Keoghs Insight


Gemma Rush

Unlawful Killing: Maughan and Chief Coroner’s Law Sheet Number 1


The Supreme Court’s decision in R (on the application of Maughan) v Her Majesty’s Senior Coroner for Oxfordshire [2020] (Maughan) lowered the standard of proof for a conclusion of unlawful killing from the criminal standard of ‘beyond reasonable doubt’ to the civil standard of the ‘balance of probabilities’. 

Since then the Chief Coroner HHJ Teague QC has produced guidance for coroners. That has been updated with the latest Law Sheet Number 1 dated 1 September 2021.

A conclusion of unlawful killing may only be reached, following an inquest, when the coroner or jury is satisfied on the balance of probabilities that a death was caused by one of the following criminal offences:

  1. Murder;
  2. Manslaughter;
  3. Infanticide

Such a conclusion can be considered along with all other possible conclusions; now they must all be established on the balance of probabilities. However, due to their gravity, the guidance is that it remains sensible to consider unlawful killing before suicide (if applicable) and either or both of those short form conclusions before any other. Further, in summing up where unlawful killing is a potential conclusion, the coroner should direct the jury clearly as to what needs to be established (each element of the criminal offence or offences on which the conclusion might be founded) and what they have to find as facts to justify the conclusion. 

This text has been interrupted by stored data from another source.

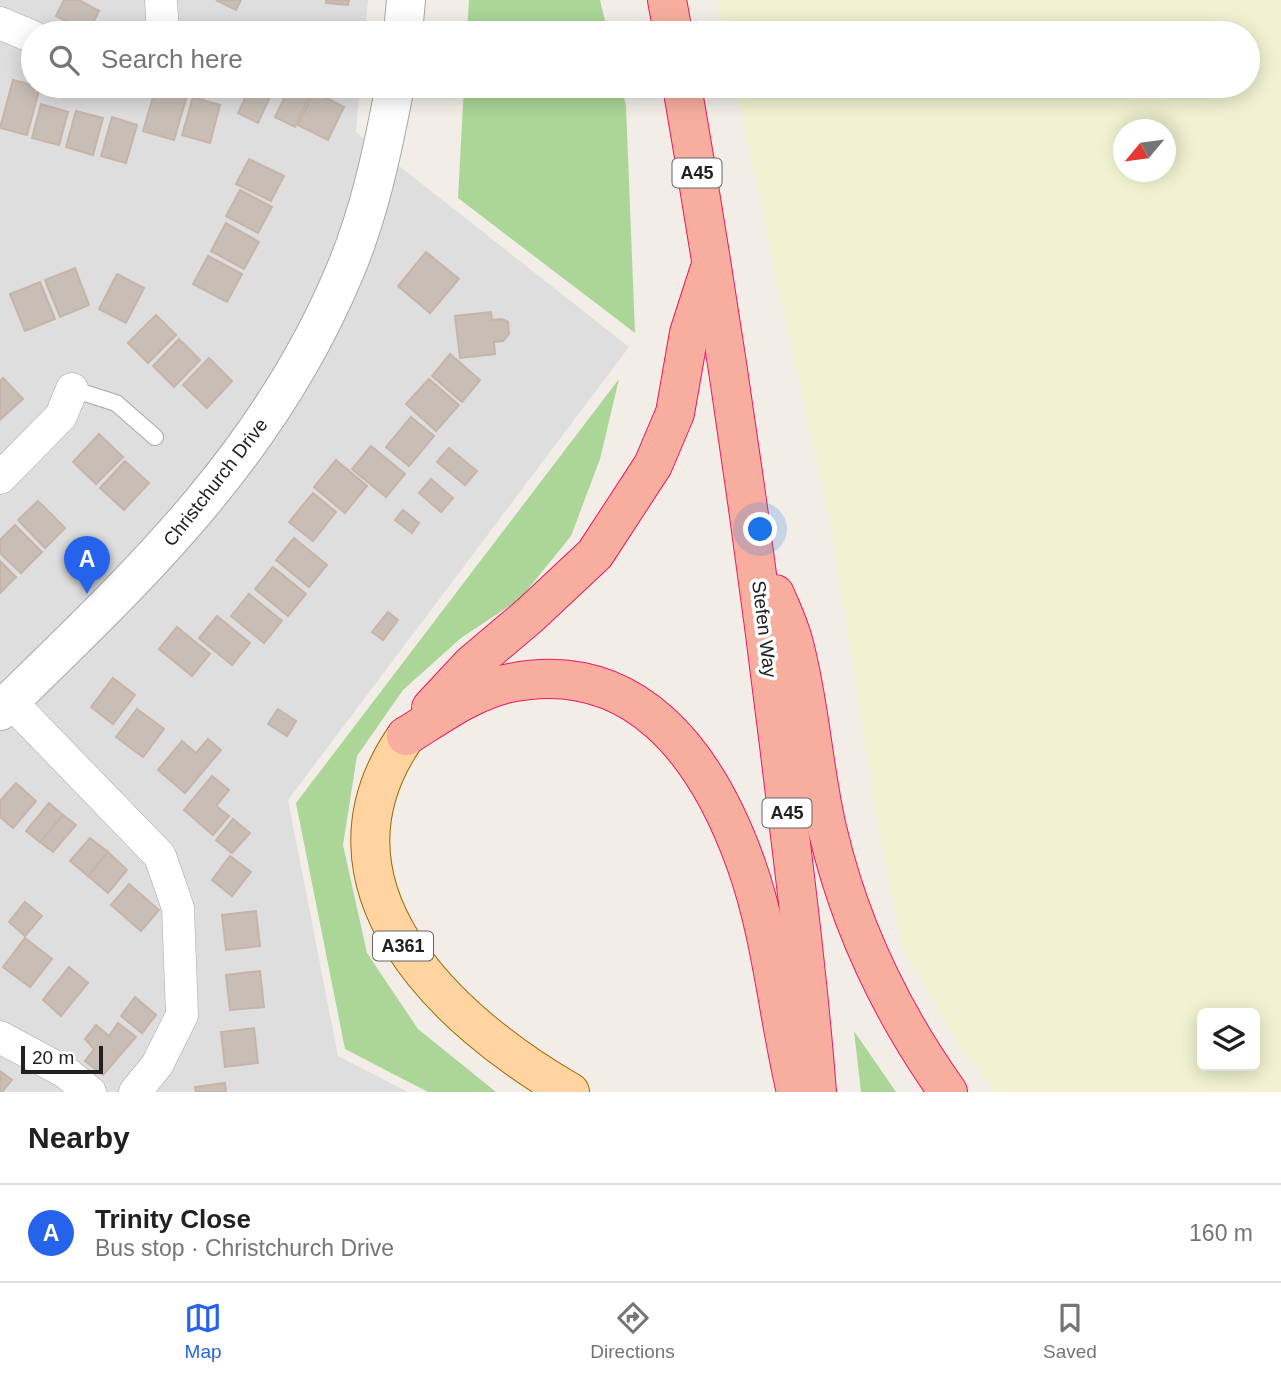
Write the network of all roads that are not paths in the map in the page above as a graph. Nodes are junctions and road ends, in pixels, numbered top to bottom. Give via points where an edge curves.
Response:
1 (161, 0) edge
2 (406, 0) edge
3 (667, 0) edge
4 (162, 21) edge
5 (404, 21) edge
6 (671, 21) edge
7 (0, 23) edge
8 (21, 32) edge
9 (393, 98) edge
10 (684, 98) edge
11 (713, 260) junction
12 (72, 389) joint
13 (155, 437) dead end
14 (0, 478) edge
15 (752, 534) junction
16 (5, 706) edge
17 (406, 736) junction
18 (0, 1037) edge
19 (90, 1092) edge
20 (135, 1092) edge
21 (570, 1092) edge
22 (796, 1092) edge
23 (817, 1092) edge
24 (948, 1092) edge

1 - 4 street
2 - 5 street
3 - 6 highway
7 - 8 street
9 - 16 street, Christchurch Drive via 380,163 346,269 298,370 244,452 180,531
10 - 11 highway, Stefen Way / A45
11 - 15 highway, Stefen Way / A45
11 - 17 highway via 689,333 675,413 653,465 595,554 472,664
12 - 13 lane via 116,403
12 - 14 street via 61,416
15 - 23 highway, Stefen Way / A45
15 - 24 highway via 794,644 827,828 847,896 874,967 914,1044
16 - 20 street via 160,856 178,908 182,1015 157,1065
17 - 21 main road, A361 via 376,789 372,821 378,887 389,920 407,954 453,1008
17 - 22 highway via 471,697 503,685 568,679 611,689 640,706 668,731 694,760 725,812 747,866
18 - 19 street via 65,1072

Whilst no conclusion of unlawful killing may name the person responsible, it may be obvious from the circumstances, evidence and summing-up who is regarded as responsible. The Chief Coroner’s view is that a finding of unlawful killing which is based on gross negligence manslaughter or corporate homicide will not breach s10(2) of the Coroners and Justice Act 2009 as it is not a conclusion which appears “to determine any question of criminal liability on the part of a named person, or civil liability”, merely because one ingredient is the breach of a duty of care as there will be no express determination that a civil wrong has been committed. 


Whilst an inquest is not a determination of criminal liability, it is a concern for affected individuals and companies. It is questionable whether the majority of the public appreciates a conclusion of unlawful killing would not result in an individual or company being criminally responsible. The knock-on effect to reputations and consequently the financial impact could be significant.

 Such a conclusion will also influence regulators and result in such inquests becoming more adversarial, with more separately represented interested persons and an increased use of witnesses refusing to answer questions that may lead to self-incrimination. Overall, it is likely the process will become more complex, increasing the time required by the court both at pre-inquest reviews and at the inquest.